Rick Hillegas updated DERBY-5201:
---------------------------------

    Attachment: DataFileReader.java

Attaching DataFileReader.java. This program reads a file in the seg0 directory and streams out its contents as human-readable xml. Verbose printing shows the column data as byte arrays. This can be refined further by giving the tool a row signature--if you do that, the column data is deserialized into objects and the toString() results are shown. The actual database is not booted or otherwise disturbed. A transient in-memory helper database is created if you want to deserialize the column contents.

More work could be done formatting overflow data.

I have run the tool on the SYSCONGOMERATES file (c20.dat) in databases created by 10.0, 10.1, 10.2, 10.3, 10.4, 10.5, 10.6, 10.7, 10.8, and 10.9 (trunk). I have also tested the tool on a file containing a UDT.

Here is the tool's usage message:

Usage:

    java DataFileReader $dataFileName [ -v ] [ -d $D ] [ -p $P ] [ -n $N ]

    -v   Verbose. Print out records and slot tables. Field data appears as byte arrays. If you do not set this flag, the tool just decodes the page headers.
    -d   Data signature. This makes a verbose printout turn the field data into objects. $D is a row signature, e.g., "( a int, b varchar( 30 ) )"
    -p   Starting page. $P is a number which must be at least 1, the first page to read after the header. Page 0 (the header) is always read.
    -n   Number of pages to read. $N is a positive number. Defaults to all subsequent pages.

  For example, the following command deserializes all of the records in the SYSCONGLOMERATES file:

    java DataFileReader db/seg0/c20.dat -v -d "( a char(36), b char(36), c bigint, d varchar( 128), e boolean, f serializable, g boolean, h char( 36 )  )"
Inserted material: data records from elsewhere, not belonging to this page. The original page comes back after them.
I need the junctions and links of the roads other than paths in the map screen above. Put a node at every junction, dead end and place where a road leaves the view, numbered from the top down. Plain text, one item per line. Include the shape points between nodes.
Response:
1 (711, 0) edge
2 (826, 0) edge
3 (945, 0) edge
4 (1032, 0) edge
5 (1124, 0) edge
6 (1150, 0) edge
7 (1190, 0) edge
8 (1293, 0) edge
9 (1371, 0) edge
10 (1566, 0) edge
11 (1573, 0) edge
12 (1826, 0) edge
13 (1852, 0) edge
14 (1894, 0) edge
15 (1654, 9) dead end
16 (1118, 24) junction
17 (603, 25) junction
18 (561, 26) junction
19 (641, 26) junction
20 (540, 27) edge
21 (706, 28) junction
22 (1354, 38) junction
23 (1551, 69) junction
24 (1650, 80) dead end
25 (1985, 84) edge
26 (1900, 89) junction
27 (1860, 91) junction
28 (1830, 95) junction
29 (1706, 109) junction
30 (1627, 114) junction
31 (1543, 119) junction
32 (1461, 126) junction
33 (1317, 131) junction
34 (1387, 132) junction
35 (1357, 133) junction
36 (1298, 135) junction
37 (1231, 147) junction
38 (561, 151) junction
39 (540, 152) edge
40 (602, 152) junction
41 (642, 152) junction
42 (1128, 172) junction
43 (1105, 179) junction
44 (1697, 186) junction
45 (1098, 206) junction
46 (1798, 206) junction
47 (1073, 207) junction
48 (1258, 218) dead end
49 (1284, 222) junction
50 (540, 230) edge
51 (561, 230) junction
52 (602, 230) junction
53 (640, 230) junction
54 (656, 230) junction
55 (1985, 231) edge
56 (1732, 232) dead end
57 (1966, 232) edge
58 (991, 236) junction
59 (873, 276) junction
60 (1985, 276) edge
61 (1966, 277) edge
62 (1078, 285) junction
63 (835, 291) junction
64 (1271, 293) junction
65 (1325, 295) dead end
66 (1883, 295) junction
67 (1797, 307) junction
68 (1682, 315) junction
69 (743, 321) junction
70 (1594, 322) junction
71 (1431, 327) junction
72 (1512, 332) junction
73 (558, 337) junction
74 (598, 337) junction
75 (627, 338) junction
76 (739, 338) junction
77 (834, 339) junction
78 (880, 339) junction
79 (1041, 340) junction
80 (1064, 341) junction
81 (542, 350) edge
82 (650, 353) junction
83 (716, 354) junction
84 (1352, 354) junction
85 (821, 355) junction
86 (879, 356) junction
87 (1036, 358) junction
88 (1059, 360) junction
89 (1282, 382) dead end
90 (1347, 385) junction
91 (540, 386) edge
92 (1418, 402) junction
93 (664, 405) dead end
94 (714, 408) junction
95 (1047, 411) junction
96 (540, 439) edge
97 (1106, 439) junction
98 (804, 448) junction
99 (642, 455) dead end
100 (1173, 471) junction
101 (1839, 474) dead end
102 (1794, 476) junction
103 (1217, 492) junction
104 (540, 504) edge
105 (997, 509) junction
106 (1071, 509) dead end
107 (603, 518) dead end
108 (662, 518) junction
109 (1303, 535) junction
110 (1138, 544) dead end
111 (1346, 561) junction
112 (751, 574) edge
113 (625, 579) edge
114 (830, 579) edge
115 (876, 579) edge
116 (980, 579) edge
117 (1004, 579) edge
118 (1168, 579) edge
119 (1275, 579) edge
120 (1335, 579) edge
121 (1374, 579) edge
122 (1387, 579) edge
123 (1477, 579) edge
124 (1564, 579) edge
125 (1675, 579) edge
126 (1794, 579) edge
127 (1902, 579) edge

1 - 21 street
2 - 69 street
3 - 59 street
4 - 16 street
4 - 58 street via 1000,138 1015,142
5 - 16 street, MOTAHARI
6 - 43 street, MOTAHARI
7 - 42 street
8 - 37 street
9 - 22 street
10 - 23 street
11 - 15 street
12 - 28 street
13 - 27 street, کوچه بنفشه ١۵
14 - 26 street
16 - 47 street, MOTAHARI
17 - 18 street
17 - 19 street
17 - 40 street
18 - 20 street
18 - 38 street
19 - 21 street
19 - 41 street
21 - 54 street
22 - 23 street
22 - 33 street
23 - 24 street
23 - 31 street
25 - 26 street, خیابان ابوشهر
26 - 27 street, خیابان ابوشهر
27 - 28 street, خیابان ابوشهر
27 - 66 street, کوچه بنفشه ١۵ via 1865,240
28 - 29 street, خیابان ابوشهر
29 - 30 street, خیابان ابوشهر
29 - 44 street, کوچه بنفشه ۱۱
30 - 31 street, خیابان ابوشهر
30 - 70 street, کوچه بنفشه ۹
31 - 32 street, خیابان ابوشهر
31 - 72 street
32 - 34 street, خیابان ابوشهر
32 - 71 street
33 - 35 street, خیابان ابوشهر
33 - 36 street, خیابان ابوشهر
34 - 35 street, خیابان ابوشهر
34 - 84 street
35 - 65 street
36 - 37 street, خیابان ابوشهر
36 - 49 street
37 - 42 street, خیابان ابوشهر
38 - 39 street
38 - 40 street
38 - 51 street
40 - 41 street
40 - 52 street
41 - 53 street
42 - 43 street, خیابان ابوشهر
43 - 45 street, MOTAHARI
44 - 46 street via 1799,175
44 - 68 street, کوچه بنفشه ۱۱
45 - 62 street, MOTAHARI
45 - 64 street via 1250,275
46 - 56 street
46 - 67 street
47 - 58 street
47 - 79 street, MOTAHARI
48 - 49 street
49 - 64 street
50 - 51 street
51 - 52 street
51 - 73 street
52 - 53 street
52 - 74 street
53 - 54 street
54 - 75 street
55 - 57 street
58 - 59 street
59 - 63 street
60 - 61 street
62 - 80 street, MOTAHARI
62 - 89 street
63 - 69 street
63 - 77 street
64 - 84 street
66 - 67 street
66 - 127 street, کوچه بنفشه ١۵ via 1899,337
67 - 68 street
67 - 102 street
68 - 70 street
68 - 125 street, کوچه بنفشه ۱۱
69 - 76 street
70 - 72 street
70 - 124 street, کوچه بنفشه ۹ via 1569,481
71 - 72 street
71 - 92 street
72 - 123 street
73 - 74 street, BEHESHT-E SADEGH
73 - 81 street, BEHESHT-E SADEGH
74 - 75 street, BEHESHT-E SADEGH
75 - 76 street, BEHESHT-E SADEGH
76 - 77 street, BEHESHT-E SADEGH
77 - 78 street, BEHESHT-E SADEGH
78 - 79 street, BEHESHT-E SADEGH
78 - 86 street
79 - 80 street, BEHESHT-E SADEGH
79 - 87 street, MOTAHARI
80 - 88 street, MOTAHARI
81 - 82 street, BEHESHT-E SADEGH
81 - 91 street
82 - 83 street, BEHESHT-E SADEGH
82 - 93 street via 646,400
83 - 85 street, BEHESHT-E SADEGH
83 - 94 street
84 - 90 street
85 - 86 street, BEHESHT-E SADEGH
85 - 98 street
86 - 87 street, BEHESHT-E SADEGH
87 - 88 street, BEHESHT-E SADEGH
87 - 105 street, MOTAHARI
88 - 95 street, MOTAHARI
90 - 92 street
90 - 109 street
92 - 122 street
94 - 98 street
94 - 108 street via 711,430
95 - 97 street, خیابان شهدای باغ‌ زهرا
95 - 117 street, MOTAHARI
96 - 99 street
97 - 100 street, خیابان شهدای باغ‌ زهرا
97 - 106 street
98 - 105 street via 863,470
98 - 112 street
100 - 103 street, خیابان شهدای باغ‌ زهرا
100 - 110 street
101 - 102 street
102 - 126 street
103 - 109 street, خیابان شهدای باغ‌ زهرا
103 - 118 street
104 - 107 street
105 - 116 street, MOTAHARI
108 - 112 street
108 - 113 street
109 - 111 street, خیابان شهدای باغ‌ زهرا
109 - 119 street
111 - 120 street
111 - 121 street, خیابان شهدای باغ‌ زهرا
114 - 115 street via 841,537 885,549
  Note the special 'serializable' type in the preceding example. Use 'serializable' for user-defined types and for the system columns which are objects.

Here are some sample use cases:

-------------------------------------------

1) Decode an entire data file, putting the resulting xml in the file z.xml. You can then view that file using a browser like Firefox, which lets you collapse and expand the elements. 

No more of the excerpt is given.